Collins mentions in his Paris Review interview Art of Poetry No. 83 that one of the key elements of poetry is gratitude.  He singles out haiku in particular, saying: “Almost every haiku says the same thing: it’s amazing to be alive here.” And while in our present, pandemic times we may not quite feel that way, as the blue light of our phones and laptops saps our attention away, gratitude is something we still need. Haiku’s focus on the world around us gives us a chance for that gratitude to return, for us to ignore our feelings about the pandemic and our dread or worry. Because, as Billy said, the haiku doesn’t care how you feel. Focused on a moment, finding a juxtaposition right in front of you, the time composing a haiku brings observation, art, and gratitude all together. Collins reminds us that poetry and poets are supposed to make us better attuned to “feel grateful just for being alive.”

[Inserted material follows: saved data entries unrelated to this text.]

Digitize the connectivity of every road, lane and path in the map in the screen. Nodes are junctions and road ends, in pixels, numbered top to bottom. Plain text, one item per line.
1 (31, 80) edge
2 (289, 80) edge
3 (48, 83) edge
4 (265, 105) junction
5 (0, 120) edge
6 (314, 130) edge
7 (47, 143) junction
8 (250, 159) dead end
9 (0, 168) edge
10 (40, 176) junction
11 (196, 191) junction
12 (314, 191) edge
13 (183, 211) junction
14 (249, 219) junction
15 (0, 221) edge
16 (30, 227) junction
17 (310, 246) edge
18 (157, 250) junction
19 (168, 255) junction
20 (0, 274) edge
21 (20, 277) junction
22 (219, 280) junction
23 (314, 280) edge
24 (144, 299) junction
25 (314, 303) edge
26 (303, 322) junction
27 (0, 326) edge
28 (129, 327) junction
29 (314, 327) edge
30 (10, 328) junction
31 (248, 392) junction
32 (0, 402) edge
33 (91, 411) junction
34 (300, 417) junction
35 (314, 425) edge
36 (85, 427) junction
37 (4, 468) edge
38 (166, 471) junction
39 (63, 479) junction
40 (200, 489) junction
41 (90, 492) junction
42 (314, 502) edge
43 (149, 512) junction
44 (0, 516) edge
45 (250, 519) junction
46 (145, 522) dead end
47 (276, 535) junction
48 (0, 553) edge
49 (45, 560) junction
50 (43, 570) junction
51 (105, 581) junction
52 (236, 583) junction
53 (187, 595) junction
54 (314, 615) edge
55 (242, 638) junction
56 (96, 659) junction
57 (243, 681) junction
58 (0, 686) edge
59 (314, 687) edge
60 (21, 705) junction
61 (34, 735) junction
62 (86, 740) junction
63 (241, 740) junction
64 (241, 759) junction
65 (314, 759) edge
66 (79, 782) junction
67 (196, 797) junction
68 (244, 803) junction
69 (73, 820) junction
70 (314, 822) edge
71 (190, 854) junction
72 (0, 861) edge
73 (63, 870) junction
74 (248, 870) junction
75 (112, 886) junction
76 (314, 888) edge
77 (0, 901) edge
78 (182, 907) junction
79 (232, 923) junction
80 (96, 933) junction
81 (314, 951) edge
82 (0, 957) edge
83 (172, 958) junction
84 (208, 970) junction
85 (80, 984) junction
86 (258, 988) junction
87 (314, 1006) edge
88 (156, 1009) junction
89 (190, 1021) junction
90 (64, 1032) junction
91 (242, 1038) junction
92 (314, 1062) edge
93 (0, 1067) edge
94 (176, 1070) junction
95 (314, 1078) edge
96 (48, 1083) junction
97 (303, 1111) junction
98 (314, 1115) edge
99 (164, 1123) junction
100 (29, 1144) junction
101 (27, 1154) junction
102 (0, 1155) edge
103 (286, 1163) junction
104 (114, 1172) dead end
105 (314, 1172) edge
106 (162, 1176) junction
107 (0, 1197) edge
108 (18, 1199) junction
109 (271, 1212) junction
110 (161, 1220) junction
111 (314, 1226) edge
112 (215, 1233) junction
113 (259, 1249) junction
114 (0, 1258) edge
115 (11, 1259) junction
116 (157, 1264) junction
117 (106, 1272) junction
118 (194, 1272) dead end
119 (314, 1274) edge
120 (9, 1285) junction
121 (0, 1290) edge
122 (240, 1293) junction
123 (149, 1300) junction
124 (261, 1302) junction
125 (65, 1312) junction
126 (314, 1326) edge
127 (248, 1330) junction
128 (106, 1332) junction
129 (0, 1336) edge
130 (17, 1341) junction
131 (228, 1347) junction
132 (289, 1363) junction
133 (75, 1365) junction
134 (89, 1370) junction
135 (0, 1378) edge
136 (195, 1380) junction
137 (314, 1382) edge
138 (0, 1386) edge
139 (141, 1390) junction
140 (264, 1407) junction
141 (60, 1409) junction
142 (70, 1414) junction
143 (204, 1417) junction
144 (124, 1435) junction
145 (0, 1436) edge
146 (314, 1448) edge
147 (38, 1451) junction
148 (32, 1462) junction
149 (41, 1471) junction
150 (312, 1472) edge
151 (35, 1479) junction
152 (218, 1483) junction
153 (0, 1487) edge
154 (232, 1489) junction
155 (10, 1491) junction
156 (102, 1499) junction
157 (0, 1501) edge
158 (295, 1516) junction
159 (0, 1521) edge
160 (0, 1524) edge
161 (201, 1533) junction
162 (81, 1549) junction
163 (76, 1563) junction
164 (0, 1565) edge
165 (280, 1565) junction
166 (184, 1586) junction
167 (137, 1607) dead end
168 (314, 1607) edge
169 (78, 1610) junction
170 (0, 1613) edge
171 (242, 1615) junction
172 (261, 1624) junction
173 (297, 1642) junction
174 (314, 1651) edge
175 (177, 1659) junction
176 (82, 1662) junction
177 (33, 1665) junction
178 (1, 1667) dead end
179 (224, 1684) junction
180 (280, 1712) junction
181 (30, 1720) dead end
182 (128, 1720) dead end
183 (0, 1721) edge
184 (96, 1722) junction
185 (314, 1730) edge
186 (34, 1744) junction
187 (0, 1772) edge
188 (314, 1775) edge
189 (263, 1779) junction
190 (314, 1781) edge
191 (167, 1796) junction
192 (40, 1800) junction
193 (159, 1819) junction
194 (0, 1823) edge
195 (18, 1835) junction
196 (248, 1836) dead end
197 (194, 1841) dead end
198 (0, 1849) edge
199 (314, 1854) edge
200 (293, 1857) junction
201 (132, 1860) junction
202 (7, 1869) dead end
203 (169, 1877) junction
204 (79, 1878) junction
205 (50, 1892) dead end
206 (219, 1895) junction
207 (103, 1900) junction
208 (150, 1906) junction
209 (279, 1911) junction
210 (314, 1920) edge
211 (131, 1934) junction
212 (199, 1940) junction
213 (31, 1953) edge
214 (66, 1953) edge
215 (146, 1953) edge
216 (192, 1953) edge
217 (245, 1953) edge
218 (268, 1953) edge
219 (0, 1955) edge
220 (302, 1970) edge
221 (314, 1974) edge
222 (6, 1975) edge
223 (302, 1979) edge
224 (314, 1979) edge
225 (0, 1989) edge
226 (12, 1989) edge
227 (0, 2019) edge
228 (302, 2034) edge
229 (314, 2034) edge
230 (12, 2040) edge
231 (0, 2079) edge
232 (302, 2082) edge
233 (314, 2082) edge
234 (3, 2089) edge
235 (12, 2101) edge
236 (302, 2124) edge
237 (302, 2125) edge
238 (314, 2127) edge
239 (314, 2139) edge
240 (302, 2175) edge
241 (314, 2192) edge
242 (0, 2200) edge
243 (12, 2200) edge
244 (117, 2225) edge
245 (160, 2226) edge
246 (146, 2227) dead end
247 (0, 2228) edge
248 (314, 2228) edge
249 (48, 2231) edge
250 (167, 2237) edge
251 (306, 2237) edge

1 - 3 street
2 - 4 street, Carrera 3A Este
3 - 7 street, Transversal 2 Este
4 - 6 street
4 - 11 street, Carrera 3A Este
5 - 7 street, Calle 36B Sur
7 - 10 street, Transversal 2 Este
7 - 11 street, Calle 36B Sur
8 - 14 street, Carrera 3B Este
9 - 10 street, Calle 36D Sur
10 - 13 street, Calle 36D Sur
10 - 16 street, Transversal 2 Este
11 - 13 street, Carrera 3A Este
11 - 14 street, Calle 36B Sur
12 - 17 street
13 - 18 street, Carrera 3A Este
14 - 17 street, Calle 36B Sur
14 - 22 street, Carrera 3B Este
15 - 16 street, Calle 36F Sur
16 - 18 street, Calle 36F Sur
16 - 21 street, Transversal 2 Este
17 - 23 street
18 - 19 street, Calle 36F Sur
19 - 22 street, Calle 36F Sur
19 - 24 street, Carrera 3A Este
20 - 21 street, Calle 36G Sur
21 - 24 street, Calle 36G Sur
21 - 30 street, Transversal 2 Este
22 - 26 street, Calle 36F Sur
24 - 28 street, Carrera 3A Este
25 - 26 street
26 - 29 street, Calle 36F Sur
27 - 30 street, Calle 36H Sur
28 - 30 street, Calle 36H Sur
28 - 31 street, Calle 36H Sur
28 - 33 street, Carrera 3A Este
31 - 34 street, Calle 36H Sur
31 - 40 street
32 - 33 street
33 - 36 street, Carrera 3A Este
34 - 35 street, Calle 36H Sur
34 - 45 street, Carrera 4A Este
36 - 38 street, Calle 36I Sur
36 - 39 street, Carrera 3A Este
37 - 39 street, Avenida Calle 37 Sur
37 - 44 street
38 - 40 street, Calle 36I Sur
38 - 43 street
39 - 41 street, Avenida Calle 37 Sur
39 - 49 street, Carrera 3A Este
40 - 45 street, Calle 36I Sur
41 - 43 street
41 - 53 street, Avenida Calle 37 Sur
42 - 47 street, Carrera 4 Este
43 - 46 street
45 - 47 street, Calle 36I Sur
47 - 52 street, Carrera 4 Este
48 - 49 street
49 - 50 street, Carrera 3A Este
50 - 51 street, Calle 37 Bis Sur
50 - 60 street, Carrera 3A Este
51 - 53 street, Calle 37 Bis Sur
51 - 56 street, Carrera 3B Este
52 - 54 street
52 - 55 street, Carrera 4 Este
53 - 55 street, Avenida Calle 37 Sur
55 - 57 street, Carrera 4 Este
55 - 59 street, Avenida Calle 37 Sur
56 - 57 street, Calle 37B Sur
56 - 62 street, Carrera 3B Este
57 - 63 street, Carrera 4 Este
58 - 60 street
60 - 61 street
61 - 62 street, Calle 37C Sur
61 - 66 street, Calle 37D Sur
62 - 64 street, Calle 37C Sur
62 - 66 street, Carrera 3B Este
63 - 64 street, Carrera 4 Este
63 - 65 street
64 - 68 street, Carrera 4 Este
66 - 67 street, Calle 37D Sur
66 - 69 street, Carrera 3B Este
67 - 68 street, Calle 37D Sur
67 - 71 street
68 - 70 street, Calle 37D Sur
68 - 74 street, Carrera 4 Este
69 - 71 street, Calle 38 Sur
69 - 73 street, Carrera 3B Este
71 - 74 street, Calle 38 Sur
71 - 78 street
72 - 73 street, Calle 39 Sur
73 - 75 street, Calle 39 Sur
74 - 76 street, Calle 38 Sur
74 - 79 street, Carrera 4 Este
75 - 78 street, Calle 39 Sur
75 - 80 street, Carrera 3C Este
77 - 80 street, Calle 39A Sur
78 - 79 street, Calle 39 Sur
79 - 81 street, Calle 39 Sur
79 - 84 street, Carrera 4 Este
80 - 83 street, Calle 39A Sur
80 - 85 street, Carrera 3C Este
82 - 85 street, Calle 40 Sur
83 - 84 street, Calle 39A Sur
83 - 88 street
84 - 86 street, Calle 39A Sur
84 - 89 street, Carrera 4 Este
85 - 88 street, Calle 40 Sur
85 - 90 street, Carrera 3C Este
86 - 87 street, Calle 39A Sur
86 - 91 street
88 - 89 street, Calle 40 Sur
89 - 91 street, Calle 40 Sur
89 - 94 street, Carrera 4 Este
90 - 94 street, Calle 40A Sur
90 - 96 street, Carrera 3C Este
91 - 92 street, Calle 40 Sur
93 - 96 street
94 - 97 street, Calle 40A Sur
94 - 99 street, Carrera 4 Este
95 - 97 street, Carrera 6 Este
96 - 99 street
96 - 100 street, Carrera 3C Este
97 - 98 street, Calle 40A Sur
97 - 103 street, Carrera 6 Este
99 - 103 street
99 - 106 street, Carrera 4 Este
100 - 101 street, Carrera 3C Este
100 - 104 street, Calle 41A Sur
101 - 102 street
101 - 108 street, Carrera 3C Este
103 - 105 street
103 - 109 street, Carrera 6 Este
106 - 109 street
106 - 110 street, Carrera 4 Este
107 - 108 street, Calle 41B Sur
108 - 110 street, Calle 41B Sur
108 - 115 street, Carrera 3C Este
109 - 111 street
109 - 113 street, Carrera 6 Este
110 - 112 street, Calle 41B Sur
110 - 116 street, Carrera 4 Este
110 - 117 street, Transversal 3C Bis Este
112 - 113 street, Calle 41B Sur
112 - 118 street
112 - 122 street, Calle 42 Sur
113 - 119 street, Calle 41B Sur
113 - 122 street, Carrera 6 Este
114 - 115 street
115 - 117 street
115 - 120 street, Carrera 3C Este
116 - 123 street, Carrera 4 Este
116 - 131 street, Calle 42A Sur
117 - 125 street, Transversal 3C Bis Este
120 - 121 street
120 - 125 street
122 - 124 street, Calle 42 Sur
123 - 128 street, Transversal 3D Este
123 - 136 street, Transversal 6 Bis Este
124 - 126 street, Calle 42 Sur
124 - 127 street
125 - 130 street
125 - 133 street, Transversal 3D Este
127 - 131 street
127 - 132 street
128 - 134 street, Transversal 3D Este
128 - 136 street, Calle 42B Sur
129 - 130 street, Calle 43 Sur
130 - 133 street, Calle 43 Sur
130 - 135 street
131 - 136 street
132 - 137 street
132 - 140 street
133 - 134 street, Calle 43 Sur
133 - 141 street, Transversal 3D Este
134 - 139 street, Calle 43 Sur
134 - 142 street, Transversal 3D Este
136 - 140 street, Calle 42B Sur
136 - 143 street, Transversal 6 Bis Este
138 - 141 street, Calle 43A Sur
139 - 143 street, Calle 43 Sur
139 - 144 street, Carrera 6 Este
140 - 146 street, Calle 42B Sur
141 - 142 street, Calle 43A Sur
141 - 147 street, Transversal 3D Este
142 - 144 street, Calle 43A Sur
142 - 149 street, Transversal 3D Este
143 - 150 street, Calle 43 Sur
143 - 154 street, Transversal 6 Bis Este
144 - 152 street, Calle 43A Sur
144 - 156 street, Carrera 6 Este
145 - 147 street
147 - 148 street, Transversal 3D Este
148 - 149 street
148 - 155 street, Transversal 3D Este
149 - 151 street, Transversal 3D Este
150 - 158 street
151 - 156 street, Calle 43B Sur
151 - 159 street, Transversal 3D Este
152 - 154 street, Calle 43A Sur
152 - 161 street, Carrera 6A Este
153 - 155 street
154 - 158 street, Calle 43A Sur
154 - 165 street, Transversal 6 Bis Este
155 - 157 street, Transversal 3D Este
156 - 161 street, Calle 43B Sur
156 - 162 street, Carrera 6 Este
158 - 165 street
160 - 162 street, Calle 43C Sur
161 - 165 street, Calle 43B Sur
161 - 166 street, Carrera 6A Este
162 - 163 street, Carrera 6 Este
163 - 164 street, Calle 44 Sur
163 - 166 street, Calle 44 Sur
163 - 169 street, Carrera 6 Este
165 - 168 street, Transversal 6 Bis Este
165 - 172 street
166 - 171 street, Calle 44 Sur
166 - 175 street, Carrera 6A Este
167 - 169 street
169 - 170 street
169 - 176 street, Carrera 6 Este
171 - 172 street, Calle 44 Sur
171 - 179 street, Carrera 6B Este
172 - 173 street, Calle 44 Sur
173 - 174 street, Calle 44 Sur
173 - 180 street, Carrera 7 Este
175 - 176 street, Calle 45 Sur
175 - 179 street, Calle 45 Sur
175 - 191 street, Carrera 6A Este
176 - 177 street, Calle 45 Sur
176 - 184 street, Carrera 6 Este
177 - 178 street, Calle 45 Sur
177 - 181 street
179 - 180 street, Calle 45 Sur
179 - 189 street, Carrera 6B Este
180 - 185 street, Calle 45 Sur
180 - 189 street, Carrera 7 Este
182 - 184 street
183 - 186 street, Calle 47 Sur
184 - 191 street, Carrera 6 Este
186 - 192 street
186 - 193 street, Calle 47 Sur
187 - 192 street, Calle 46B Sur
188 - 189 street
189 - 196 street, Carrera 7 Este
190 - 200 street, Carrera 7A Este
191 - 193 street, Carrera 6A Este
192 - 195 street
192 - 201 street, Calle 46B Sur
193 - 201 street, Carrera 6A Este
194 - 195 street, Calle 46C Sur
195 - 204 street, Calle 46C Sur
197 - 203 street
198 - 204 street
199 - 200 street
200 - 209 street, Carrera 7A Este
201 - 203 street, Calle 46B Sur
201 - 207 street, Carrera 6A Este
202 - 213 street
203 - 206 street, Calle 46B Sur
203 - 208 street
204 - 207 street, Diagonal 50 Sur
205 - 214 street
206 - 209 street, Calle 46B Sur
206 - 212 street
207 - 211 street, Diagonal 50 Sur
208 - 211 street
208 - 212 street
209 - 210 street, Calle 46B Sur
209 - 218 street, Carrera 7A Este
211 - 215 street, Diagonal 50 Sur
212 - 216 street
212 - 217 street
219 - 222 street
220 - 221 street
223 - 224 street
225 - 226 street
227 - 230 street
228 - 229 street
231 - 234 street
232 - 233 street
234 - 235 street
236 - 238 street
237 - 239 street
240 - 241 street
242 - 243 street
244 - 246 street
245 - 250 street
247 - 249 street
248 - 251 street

It is this idea of “the moment” that draws me deeper into haiku during this, our shared moment. In his introduction to Haiku in English: The First Hundred Years, Collins describes finding a “haiku moment” nearly anywhere or at any time. For him, it was during walks with his dog along the shore of a nearby lake. But what he describes as the “world of sense impressions that envelops our every waking hour” is the kernel of grit that can result in a haiku pearl, if we are able to inhabit that moment. I know that sounds like the “mindfulness” stuff that today’s meditation gurus seem to be hocking endlessly, but I promise I’m not selling anything.  It shouldn’t surprise us, since Basho studied Zen deeply and the haiku springs from the same historical and spiritual roots as “mindfulness.” Collins admits that there are “many people who don’t get haiku,” and that’s ok. There is a lot of poetry that “many people” don’t get, and that doesn’t tend to stop us from writing. He reminds readers that the little poems are “powerful little assertions of the poet’s very existence.” And that sounds like an assertion we should all be making right now.

We all learned the haiku as children and the 5-7-5 structure has undoubtedly stuck with most of us.  And yes, there is plenty of discussion about form among practitioners. Most modern English-language haikuists don’t ascribe to strict syllable count. Some would insist that I point out the differences between haiku (focused on nature) and senryu (focused on human behavior, often sarcastic). Some would want me to discuss the unique poetic turn of juxtaposition, the kireji or “cutting word” and use of punctuation, or the need for a “season word.” All of these are elements that well versed haiku readers appreciate.

In my way of thinking, for the “pandemic haiku” none of this really matters. As often as we find those details of good form in a haiku, we are just as often struck by verses that do not follow the traditions or which play with them a bit. What matters is being in the moment. What matters is stretching our observational muscles. What matters is finding a moment, just a single moment, to be grateful for. What matters is finding our creativity again.  And during this time, working simply with seventeen syllables or less, maybe we will find that we can.

social distancing

     waking quietly alone

wind in treetops

B.A. France is a poet and writer living in the Chesapeake Bay watershed whose poetry has appeared in Akitsu Quarterly and cattails.